Task goal.
For every line in the listing below that contains the word "lane", add one to the tally. State the final number and nothing else.

The records.
------------------------------------------------

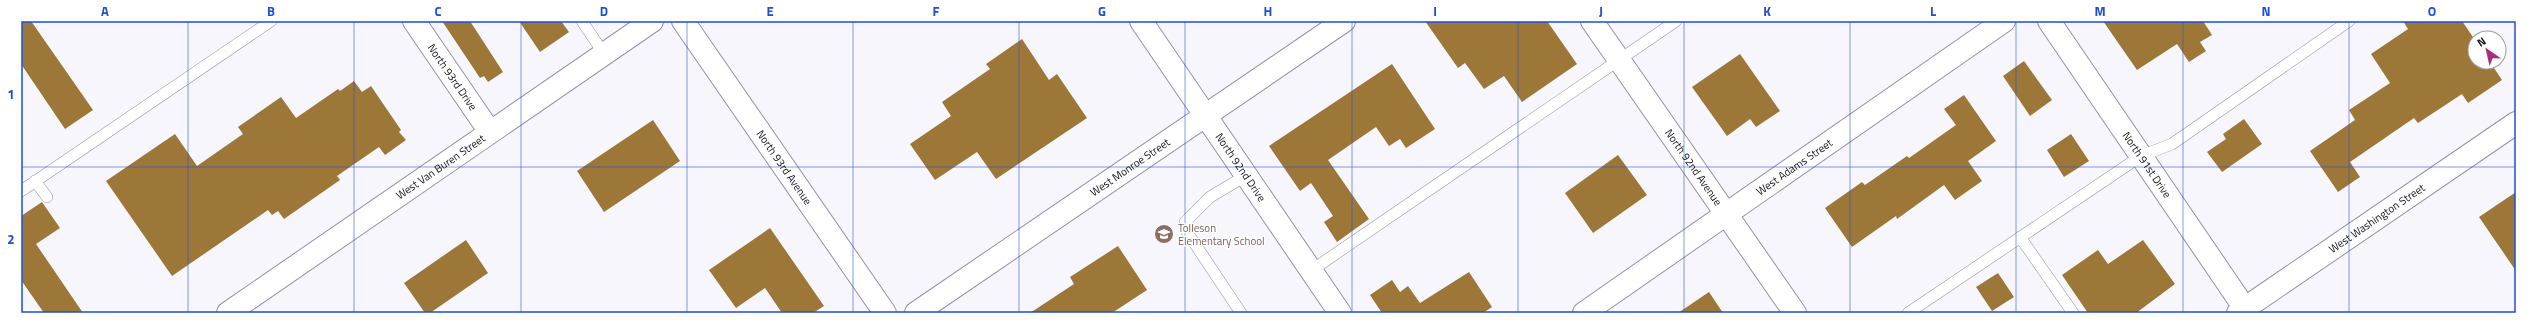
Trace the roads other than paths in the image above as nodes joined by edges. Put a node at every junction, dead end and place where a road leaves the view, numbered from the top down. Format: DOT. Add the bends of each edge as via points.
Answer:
graph roads {
  1 [pos="271,21"];
  2 [pos="414,21"];
  3 [pos="582,21"];
  4 [pos="652,21"];
  5 [pos="683,21"];
  6 [pos="1141,21"];
  7 [pos="1344,21"];
  8 [pos="1592,21"];
  9 [pos="1676,21"];
  10 [pos="2004,21"];
  11 [pos="2049,21"];
  12 [pos="2349,21"];
  13 [pos="604,54"];
  14 [pos="1619,60"];
  15 [pos="1206,115"];
  16 [pos="2516,123"];
  17 [pos="490,132"];
  18 [pos="2141,156"];
  19 [pos="1247,175"];
  20 [pos="35,181"];
  21 [pos="21,190"];
  22 [pos="47,197"];
  23 [pos="1727,214"];
  24 [pos="2020,238"];
  25 [pos="1312,270"];
  26 [pos="2244,311"];
  27 [pos="228,313"];
  28 [pos="885,313"];
  29 [pos="916,313"];
  30 [pos="1241,313"];
  31 [pos="1340,313"];
  32 [pos="1584,313"];
  33 [pos="1795,313"];
  34 [pos="1908,313"];
  35 [pos="2073,313"];
  1 -- 20 [label="lane"];
  2 -- 17 [label="street, North 93rd Drive"];
  3 -- 13 [label="lane"];
  4 -- 13 [label="street, West Van Buren Street"];
  5 -- 28 [label="street, North 93rd Avenue"];
  6 -- 15 [label="street, North 92nd Drive"];
  7 -- 15 [label="street, West Monroe Street"];
  8 -- 14 [label="street, North 92nd Avenue"];
  9 -- 14 [label="lane"];
  10 -- 23 [label="street, West Adams Street"];
  11 -- 18 [label="street, North 91st Drive"];
  12 -- 18 [label="lane" via="2172,144"];
  13 -- 17 [label="street, West Van Buren Street"];
  14 -- 23 [label="street, North 92nd Avenue"];
  14 -- 25 [label="lane"];
  15 -- 19 [label="street, North 92nd Drive"];
  15 -- 29 [label="street, West Monroe Street"];
  16 -- 26 [label="street, West Washington Street"];
  17 -- 27 [label="street, West Van Buren Street"];
  18 -- 24 [label="lane"];
  18 -- 26 [label="street, North 91st Drive"];
  19 -- 25 [label="street, North 92nd Drive"];
  19 -- 30 [label="lane" via="1210,196 1185,222 1187,232"];
  20 -- 21 [label="lane"];
  20 -- 22 [label="lane"];
  23 -- 32 [label="street, West Adams Street"];
  23 -- 33 [label="street, North 92nd Avenue"];
  24 -- 34 [label="lane"];
  24 -- 35 [label="lane"];
  25 -- 31 [label="street, North 92nd Drive"];
}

------------------------------------------------

Response area.
11